Por mais racionais que consideremos os povos asiáticos, não podemos deixar de lado a outra perspectiva que Wang imprime em seu longa-metragem. A exímia delineação entre cultura e vivência desmembra-se em um agonizante estudo antropológico que pode não ser conhecido por nós, bombardeados constantemente por gigantescas produções hollywoodianas dia após dia, mas é intrínseco a eles. Para além disso, Billi sente-se compulsoriamente isolada por perder o senso de pertencimento a qualquer grupo social, transformando-se em uma amargurada figura cuja voz é posta de lado em prol de um “compartilhamento de responsabilidades”, como bem pontua o tio Haibin (Jiang Yongbo).

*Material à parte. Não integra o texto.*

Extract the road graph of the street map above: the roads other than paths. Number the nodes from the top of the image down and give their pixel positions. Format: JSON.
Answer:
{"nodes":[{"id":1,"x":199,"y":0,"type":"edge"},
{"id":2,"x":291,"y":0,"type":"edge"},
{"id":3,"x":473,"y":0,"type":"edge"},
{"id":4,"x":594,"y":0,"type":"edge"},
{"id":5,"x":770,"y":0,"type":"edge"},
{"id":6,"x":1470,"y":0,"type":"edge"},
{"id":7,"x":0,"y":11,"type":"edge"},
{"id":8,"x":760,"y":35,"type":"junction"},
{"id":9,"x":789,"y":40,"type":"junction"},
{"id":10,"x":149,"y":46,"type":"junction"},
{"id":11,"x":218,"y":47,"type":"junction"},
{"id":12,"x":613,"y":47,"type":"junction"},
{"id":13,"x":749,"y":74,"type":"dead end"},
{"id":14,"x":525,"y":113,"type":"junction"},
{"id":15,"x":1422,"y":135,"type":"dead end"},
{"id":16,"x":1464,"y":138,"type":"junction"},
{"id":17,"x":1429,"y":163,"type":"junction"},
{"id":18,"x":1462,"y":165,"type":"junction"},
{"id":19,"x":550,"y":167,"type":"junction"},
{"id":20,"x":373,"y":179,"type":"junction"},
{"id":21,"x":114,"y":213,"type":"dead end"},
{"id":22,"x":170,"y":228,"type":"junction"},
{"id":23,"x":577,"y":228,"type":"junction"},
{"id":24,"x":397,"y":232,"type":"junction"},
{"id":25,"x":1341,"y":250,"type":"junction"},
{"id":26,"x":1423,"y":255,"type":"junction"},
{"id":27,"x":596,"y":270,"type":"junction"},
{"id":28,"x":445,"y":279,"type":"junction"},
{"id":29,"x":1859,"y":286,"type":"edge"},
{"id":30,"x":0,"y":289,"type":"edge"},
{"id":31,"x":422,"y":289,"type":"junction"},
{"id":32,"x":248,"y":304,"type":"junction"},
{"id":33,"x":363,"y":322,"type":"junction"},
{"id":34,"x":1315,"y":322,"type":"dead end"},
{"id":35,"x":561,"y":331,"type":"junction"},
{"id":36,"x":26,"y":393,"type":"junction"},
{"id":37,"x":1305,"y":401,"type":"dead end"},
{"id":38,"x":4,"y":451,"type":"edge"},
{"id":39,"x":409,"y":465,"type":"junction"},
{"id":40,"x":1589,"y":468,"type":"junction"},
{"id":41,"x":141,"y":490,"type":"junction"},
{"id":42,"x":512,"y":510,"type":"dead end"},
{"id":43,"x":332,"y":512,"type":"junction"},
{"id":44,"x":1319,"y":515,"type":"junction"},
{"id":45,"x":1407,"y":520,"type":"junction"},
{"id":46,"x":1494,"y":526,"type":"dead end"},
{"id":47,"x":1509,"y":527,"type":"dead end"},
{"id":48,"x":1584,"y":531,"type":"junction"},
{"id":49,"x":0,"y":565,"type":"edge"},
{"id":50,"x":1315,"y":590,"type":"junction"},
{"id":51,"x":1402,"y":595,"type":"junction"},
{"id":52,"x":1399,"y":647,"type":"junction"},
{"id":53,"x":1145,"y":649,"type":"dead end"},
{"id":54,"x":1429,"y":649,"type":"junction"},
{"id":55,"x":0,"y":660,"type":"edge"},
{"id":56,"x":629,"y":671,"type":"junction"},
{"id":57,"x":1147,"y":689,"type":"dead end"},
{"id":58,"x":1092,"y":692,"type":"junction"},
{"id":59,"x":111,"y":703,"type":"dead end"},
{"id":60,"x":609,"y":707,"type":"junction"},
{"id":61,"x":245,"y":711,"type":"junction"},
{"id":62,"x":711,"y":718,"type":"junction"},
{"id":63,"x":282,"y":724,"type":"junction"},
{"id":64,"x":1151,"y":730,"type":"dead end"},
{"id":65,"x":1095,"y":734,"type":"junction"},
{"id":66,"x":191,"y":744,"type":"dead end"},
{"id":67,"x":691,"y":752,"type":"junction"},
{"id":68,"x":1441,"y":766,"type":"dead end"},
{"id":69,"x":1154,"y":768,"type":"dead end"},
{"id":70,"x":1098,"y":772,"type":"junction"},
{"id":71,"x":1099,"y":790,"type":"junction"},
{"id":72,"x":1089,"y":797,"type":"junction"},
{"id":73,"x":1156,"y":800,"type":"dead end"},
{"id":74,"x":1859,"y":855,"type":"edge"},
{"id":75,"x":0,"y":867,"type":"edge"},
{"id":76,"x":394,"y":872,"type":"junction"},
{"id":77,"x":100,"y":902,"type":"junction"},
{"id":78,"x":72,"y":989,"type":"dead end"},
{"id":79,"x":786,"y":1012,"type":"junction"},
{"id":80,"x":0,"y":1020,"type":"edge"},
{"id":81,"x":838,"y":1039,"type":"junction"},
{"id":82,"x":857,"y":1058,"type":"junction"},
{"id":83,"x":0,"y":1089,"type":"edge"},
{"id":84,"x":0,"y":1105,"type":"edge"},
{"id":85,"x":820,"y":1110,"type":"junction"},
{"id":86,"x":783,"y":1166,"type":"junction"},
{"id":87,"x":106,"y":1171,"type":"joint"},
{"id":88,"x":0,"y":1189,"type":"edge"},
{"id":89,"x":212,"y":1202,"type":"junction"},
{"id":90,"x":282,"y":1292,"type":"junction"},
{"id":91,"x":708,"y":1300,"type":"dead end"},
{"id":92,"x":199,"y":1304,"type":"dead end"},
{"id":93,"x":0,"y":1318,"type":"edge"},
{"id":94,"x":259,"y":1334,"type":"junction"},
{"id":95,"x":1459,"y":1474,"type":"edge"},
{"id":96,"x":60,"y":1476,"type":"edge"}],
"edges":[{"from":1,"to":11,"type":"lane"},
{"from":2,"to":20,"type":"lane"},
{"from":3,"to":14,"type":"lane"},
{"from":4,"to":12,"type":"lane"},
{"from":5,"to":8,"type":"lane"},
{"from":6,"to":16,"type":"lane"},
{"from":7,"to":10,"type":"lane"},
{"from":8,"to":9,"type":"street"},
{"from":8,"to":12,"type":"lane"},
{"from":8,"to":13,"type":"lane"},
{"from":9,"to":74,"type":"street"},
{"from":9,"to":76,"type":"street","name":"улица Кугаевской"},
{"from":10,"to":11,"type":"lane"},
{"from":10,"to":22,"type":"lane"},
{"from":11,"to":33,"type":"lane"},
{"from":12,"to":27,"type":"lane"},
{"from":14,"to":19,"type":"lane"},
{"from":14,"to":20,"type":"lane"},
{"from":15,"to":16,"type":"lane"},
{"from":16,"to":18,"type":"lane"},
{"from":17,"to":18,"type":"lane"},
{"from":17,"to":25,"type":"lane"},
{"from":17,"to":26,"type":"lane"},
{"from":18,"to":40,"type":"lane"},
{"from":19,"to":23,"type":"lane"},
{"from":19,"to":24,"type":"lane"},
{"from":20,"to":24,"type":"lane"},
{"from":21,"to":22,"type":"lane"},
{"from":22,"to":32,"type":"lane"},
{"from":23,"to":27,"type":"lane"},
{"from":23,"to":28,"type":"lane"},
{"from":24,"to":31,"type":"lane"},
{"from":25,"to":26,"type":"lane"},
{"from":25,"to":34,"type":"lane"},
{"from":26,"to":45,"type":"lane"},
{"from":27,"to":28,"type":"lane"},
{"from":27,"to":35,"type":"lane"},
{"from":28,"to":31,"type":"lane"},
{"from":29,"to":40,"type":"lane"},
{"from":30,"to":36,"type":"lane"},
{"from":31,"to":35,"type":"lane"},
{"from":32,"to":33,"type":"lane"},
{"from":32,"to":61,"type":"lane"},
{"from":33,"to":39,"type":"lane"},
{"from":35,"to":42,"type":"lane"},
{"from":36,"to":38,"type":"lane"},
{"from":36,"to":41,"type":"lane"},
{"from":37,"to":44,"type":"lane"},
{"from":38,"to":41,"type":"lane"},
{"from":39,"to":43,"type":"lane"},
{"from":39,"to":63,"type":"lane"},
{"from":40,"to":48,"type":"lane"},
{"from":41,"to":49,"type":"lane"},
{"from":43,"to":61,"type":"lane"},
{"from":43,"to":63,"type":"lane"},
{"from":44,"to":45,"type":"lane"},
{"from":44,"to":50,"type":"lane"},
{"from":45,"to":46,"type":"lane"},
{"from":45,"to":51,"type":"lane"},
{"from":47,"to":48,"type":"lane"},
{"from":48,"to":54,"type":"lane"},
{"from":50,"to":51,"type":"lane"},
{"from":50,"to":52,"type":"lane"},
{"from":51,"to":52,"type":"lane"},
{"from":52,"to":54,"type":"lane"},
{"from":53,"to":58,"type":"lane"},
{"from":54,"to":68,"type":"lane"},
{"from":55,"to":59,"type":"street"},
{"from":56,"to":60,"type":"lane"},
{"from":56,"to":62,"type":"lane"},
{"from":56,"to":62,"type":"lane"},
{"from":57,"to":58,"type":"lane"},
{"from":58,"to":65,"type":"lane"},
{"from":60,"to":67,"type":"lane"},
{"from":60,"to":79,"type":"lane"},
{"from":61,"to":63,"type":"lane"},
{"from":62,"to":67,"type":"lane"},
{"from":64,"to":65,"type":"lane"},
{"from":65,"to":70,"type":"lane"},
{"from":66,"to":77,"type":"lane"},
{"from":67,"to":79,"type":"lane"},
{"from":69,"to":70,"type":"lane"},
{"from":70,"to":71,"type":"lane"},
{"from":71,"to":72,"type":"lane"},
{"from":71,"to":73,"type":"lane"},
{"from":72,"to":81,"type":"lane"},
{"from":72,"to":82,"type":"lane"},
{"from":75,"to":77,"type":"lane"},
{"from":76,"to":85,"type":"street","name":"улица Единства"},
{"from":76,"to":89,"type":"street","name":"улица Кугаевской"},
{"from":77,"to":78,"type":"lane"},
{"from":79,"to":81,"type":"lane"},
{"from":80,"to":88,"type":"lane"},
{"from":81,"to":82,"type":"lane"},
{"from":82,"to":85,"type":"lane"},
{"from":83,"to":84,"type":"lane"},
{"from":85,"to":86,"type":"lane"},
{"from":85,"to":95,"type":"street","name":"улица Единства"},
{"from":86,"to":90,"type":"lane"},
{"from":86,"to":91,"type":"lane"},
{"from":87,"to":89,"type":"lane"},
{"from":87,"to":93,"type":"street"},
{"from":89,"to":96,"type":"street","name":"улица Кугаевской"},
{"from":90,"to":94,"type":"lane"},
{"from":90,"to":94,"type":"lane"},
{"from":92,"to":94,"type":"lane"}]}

A parcialidade é posta de lado e aproveita essa atenuação para nos embebedar com uma narcótica experiência que desconstrói os limites cênicos e nos leva a reflexões emblemáticas sobre nossa própria vida. E é claro que a cineasta não deixaria de se ater à belíssima composição cênica que, apesar de tratar de dois mundos tão opostos, os une em uma melancólica identidade imagética, tanto na excessiva simetria dos enquadramentos (ainda que não pareçam), quanto na propositalmente engessada e cúbica edição e na fria paleta de cores que nem mesmo nas sequências matrimoniais ousam sair do espectro a que se propõe.

As restrições da obra não são autoimpostas, como erroneamente pensaríamos ao lembrar-nos dos melodramas familiares; na verdade, Wang se afasta de quaisquer rótulos e deturpa até os momentos menos tensos em uma irônica sátira que se estende para os outros elementos. E, também diferente do que se possa imaginar, cada beat, cada frame é pensado com diferentes objetivos, a fim de que o público compreenda a transição do arco dos personagens, sejam eles coadjuvantes ou protagonistas – Billi acaba aceitando de cabeça baixa o destino da avó e o fato de provavelmente não poder lhe dizer adeus, enquanto a mãe e o pai sofrem por se lembrarem dessa milenar tradição; a única que se recusa (e não por falta de tentativas) a sair de sua plenitude é a avó, que pode ser muito bem um espelho daqueles que amamos.

A Despedida é uma “boa mentira” cujas consequências não são explanadas em tela: na verdade, a iteração termina sem um fim, deixando as pontas soltas ainda mais soltas. A mudança de atmosfera é destinada a suas personas e somente a elas – e, apesar de conseguirmos prever os próximos capítulos desse metódico tour-de-force, a frustração de não existir nenhum parâmetro confirmativo é canalizado para uma resignada heroína e para nós.